Not yet, we will submit to PostgreSQL along with other executor node
enhancements like hybrid hash agg (fixes the memory overflow problem with
hash agg) and some other great sort work.  These are all "cooked" and in the
Greenplum DBMS, and have proven themselves significant on customer workloads
with tens of terabytes already.

For now it seems that the "Group By" trick Brian suggested in this thread
combined with lots of work_mem may speed things up for this case if HashAgg
is chosen.  Watch out for misestimates of stats though - hash agg may
overallocate RAM in some cases.

>> I can't think of a way that indexing would help this situation given the
>> required visibility check of each tuple.
>
> I agree, using indexes as a "skinny" table is a whole other feature that would
> be nice.

Yah - I like Hannu's ideas to make visibility less of a problem.  We're
thinking about this too.

- Luke

Re: Querying distinct values from a large table

From

Gregory Stark

Date:

30 January 2007, 15:39:11

"Luke Lonergan" <llonergan@greenplum.com> writes:

> Chad,
>
> On 1/30/07 6:13 AM, "Chad Wagner" <chad.wagner@gmail.com> wrote:
>
> > Sounds like an opportunity to implement a "Sort Unique" (sort of like a hash,
> > I guess), there is no need to push 3M rows through a sort algorithm to only
> > shave it down to 1848 unique records.
> >
> > I am assuming this optimization just isn't implemented in PostgreSQL?
>
> Not that it helps Igor, but we've implemented single pass sort/unique,
> grouping and limit optimizations and it speeds things up to a single seqscan
> over the data, from 2-5 times faster than a typical external sort.

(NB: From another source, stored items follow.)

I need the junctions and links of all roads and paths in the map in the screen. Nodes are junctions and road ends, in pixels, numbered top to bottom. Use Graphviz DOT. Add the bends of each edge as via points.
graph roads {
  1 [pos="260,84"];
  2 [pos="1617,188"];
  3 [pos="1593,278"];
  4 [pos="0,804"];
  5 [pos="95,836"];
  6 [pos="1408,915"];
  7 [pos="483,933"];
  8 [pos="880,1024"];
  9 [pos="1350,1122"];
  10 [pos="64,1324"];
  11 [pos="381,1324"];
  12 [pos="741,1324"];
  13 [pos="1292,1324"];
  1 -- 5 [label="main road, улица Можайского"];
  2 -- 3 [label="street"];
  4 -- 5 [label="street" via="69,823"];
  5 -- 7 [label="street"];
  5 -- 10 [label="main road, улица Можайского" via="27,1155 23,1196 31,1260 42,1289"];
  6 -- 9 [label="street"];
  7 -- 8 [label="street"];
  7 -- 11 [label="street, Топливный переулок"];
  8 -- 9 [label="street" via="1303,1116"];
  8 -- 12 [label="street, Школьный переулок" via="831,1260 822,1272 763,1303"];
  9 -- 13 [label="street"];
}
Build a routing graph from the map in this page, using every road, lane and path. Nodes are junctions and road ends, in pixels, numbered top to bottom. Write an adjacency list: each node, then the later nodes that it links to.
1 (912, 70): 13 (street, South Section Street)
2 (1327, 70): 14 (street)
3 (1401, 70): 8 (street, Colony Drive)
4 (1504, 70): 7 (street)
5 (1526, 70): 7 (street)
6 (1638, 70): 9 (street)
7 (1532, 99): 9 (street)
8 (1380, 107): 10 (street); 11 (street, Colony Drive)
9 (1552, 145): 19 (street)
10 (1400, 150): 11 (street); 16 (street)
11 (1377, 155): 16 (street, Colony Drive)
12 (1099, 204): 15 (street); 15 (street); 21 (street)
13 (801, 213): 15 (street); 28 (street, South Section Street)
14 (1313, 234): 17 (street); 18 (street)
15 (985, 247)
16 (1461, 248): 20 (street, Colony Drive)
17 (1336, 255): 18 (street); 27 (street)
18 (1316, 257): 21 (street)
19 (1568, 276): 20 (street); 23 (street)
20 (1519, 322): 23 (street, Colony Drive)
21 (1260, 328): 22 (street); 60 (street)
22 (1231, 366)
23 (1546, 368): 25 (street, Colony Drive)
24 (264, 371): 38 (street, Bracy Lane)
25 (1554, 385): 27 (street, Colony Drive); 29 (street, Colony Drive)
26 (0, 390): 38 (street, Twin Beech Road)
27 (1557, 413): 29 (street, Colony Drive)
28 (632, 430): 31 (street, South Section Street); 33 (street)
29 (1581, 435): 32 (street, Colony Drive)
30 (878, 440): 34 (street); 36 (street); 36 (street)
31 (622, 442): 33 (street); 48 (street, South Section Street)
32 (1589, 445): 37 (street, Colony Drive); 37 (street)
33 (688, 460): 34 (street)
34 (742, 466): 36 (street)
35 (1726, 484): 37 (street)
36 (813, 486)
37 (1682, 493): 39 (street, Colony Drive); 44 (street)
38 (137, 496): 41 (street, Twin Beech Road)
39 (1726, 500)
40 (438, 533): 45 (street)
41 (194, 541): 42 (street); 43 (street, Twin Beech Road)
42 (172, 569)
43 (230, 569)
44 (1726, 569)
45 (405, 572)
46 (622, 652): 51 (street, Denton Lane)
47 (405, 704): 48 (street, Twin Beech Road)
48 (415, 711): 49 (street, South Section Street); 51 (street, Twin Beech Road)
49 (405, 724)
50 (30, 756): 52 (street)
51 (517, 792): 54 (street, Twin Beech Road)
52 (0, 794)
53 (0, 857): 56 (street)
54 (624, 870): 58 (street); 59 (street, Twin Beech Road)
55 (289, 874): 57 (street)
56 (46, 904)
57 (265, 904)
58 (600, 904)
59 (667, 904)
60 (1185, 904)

Fwiw I also implemented this last September when I worked on the LIMIT/SORT
case. It's blocked on the same issue that that patch is: how do we communicate
the info that only unique records are needed down the plan to the sort node?

Note that it's not just a boolean flag that we can include like the random
access flag: The Unique node could in theory have a different key than the
sort node.

Coming at this fresh now a few months later I'm thinking instead of trying to
put this intelligence into the individual nodes, an optimizer pass could run
through the tree looking for Sort nodes that can have this bit tweaked.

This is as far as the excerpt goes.